Instruction for the entries that follow: retype exactly the lines from the line with "Build a routing" to the line with "Which roads connect", both included, and omit all others.

(Input data begins)

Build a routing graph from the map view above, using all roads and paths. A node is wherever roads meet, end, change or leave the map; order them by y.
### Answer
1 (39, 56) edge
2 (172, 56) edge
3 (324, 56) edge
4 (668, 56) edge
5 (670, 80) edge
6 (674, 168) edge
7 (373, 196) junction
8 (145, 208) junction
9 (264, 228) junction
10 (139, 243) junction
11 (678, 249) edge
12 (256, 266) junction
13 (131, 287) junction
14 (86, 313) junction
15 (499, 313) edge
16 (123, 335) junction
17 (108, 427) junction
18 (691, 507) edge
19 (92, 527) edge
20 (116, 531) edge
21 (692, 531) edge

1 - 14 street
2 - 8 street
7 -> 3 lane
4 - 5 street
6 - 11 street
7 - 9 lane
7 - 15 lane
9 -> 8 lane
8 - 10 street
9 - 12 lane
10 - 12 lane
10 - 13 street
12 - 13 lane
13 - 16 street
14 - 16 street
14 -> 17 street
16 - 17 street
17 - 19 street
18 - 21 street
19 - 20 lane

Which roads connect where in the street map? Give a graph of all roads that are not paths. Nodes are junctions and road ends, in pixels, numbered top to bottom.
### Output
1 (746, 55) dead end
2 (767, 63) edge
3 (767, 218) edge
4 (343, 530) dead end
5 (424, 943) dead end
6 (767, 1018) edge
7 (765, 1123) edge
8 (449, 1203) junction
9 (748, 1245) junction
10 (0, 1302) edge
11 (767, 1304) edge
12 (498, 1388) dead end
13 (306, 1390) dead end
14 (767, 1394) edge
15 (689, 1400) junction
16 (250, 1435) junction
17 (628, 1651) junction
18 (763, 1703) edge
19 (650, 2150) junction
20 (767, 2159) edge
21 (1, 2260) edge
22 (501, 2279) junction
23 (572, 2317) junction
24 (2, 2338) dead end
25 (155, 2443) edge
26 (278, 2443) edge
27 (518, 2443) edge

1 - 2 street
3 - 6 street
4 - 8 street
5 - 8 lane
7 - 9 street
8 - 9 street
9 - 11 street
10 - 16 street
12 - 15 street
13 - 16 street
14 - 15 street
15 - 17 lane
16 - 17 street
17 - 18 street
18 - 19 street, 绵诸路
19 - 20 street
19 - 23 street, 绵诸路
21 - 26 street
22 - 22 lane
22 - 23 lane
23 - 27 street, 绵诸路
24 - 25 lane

(Input data ends)
(Input data begins)

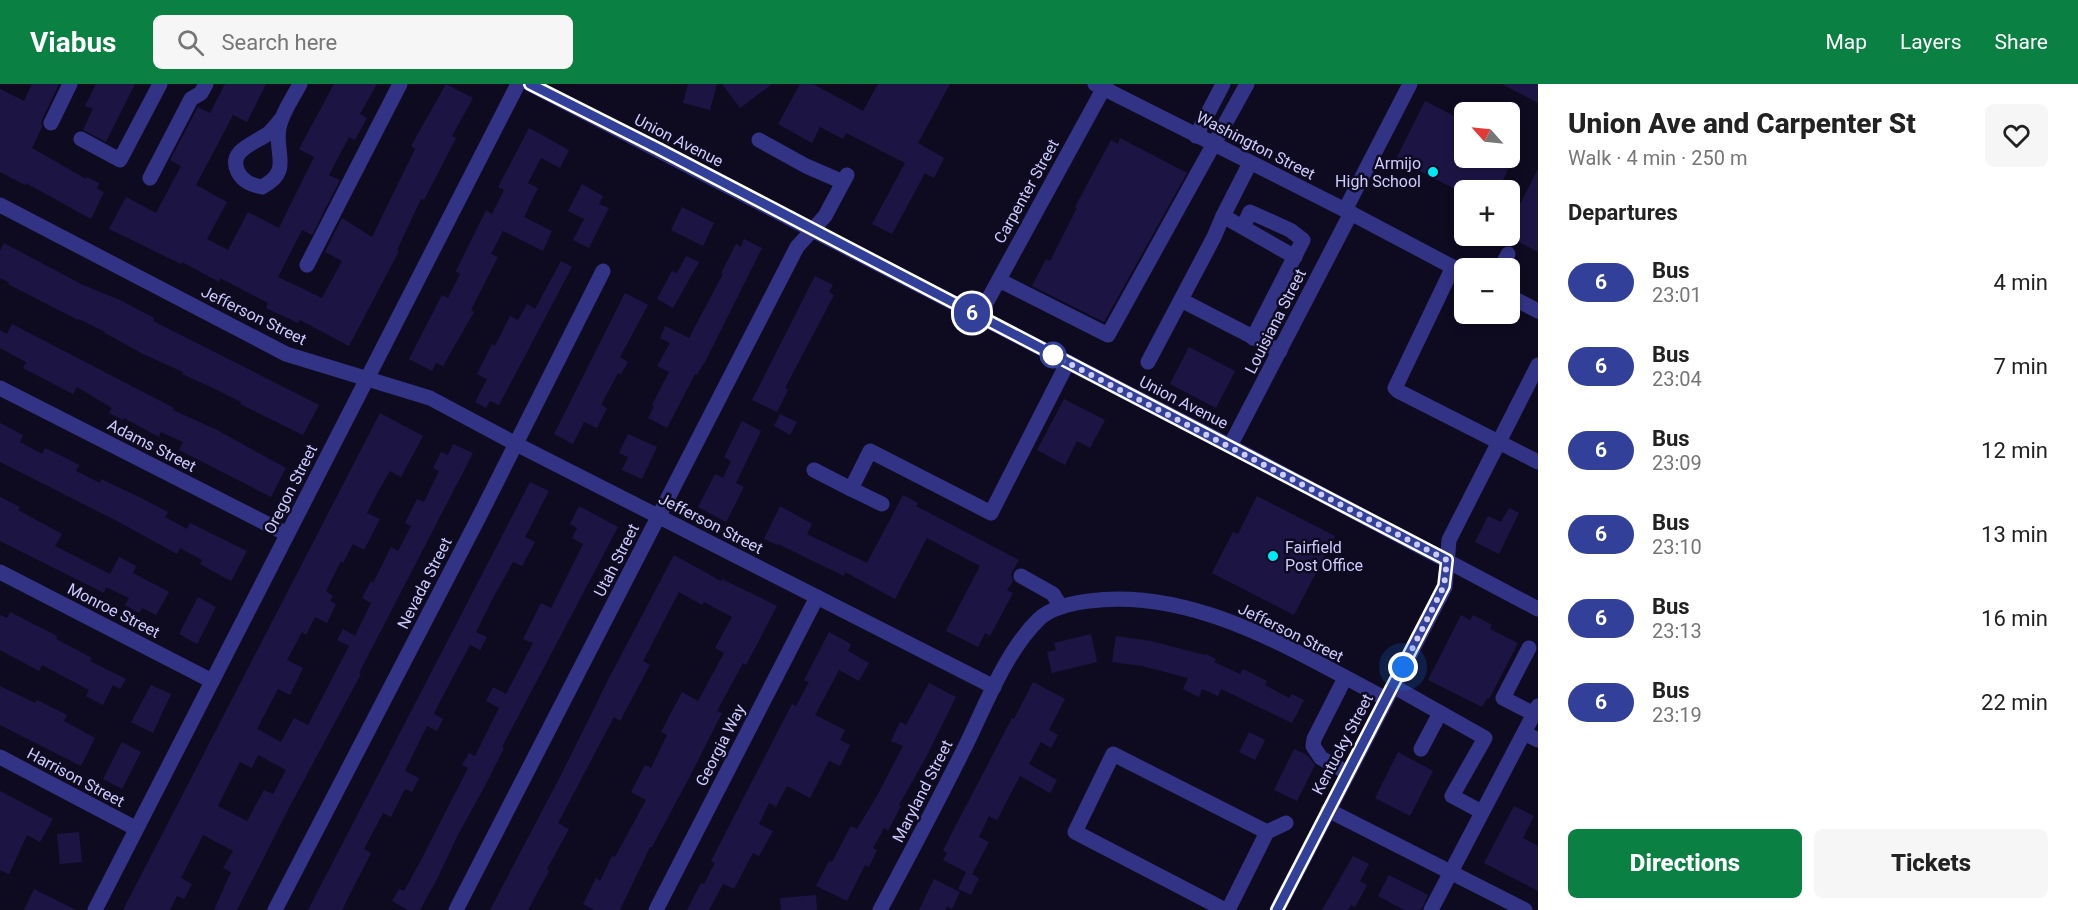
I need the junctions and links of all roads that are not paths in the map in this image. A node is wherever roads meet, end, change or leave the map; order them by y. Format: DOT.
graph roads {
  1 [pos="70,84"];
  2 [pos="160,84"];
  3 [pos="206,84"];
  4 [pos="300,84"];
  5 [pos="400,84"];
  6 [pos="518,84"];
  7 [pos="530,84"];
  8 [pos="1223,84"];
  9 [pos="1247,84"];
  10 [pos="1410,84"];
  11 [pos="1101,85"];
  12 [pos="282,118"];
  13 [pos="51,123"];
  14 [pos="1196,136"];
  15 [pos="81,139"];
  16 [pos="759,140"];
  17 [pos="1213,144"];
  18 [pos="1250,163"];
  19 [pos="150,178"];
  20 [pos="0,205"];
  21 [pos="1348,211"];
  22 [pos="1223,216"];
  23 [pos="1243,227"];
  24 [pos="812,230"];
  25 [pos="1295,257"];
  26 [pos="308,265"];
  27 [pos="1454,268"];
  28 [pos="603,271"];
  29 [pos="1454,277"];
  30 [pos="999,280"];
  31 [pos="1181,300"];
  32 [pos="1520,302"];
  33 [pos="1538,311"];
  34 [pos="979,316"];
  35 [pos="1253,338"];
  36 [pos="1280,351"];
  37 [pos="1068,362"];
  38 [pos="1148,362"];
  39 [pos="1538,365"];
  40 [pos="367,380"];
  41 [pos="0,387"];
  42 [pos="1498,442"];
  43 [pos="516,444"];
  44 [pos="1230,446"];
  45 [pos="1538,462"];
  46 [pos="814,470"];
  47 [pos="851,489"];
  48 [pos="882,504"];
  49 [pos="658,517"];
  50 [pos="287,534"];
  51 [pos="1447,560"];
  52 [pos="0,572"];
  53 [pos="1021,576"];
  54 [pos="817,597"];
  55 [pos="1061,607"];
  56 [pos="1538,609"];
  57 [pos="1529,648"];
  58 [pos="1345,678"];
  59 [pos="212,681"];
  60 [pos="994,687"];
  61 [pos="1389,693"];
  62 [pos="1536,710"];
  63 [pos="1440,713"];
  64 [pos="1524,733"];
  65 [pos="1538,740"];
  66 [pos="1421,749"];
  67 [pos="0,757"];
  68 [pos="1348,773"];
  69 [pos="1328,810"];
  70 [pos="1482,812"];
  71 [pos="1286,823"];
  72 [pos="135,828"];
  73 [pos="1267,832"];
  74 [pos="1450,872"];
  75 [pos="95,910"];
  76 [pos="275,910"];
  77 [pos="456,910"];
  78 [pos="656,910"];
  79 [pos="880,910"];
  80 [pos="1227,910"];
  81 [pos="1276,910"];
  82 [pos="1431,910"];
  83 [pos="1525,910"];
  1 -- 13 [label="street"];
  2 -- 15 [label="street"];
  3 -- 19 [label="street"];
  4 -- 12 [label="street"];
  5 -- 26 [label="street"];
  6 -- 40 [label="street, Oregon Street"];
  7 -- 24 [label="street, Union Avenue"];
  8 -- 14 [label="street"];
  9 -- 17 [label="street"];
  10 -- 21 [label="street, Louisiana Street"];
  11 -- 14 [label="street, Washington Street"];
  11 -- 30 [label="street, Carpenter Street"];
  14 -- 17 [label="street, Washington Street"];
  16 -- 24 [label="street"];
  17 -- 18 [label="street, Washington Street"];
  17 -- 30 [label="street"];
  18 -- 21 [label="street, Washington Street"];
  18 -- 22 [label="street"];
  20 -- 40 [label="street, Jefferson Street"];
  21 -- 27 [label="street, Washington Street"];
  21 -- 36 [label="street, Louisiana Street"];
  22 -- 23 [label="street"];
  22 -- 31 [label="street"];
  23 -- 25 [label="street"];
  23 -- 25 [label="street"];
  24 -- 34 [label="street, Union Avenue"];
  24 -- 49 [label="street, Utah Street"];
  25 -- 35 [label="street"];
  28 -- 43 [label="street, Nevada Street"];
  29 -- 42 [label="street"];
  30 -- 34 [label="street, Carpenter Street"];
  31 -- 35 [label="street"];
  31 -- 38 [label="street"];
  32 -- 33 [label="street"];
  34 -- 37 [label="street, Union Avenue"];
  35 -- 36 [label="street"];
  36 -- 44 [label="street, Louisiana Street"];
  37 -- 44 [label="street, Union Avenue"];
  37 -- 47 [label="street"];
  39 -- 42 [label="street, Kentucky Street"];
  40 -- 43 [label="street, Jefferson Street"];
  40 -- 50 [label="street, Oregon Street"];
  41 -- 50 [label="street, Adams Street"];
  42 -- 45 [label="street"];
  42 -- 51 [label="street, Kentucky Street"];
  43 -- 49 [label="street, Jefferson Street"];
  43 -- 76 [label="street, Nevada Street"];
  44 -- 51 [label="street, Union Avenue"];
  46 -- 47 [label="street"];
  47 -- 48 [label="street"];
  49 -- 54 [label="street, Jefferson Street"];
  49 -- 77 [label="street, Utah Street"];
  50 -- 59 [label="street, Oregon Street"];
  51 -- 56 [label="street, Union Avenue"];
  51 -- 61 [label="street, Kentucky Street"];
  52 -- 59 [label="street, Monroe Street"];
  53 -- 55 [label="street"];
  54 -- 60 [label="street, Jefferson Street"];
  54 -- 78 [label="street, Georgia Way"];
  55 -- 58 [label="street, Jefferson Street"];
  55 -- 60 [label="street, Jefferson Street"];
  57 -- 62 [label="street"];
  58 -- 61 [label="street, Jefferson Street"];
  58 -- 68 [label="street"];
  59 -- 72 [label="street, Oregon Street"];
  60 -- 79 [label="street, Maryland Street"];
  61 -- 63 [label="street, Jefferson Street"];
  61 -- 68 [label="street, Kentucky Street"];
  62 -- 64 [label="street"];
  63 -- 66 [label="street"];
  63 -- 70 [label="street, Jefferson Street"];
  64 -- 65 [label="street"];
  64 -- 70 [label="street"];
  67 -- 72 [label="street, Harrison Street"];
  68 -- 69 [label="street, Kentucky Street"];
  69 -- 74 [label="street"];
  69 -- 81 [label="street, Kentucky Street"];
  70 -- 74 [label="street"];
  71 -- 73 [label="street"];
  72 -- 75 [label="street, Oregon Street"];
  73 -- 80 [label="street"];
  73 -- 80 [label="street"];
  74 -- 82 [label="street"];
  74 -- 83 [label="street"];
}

(Input data ends)

=== Finished task ===
Build a routing graph from the map view above, using all roads and paths. A node is wherever roads meet, end, change or leave the map; order them by y.
### Answer
1 (39, 56) edge
2 (172, 56) edge
3 (324, 56) edge
4 (668, 56) edge
5 (670, 80) edge
6 (674, 168) edge
7 (373, 196) junction
8 (145, 208) junction
9 (264, 228) junction
10 (139, 243) junction
11 (678, 249) edge
12 (256, 266) junction
13 (131, 287) junction
14 (86, 313) junction
15 (499, 313) edge
16 (123, 335) junction
17 (108, 427) junction
18 (691, 507) edge
19 (92, 527) edge
20 (116, 531) edge
21 (692, 531) edge

1 - 14 street
2 - 8 street
7 -> 3 lane
4 - 5 street
6 - 11 street
7 - 9 lane
7 - 15 lane
9 -> 8 lane
8 - 10 street
9 - 12 lane
10 - 12 lane
10 - 13 street
12 - 13 lane
13 - 16 street
14 - 16 street
14 -> 17 street
16 - 17 street
17 - 19 street
18 - 21 street
19 - 20 lane

Which roads connect where in the street map? Give a graph of all roads that are not paths. Nodes are junctions and road ends, in pixels, numbered top to bottom.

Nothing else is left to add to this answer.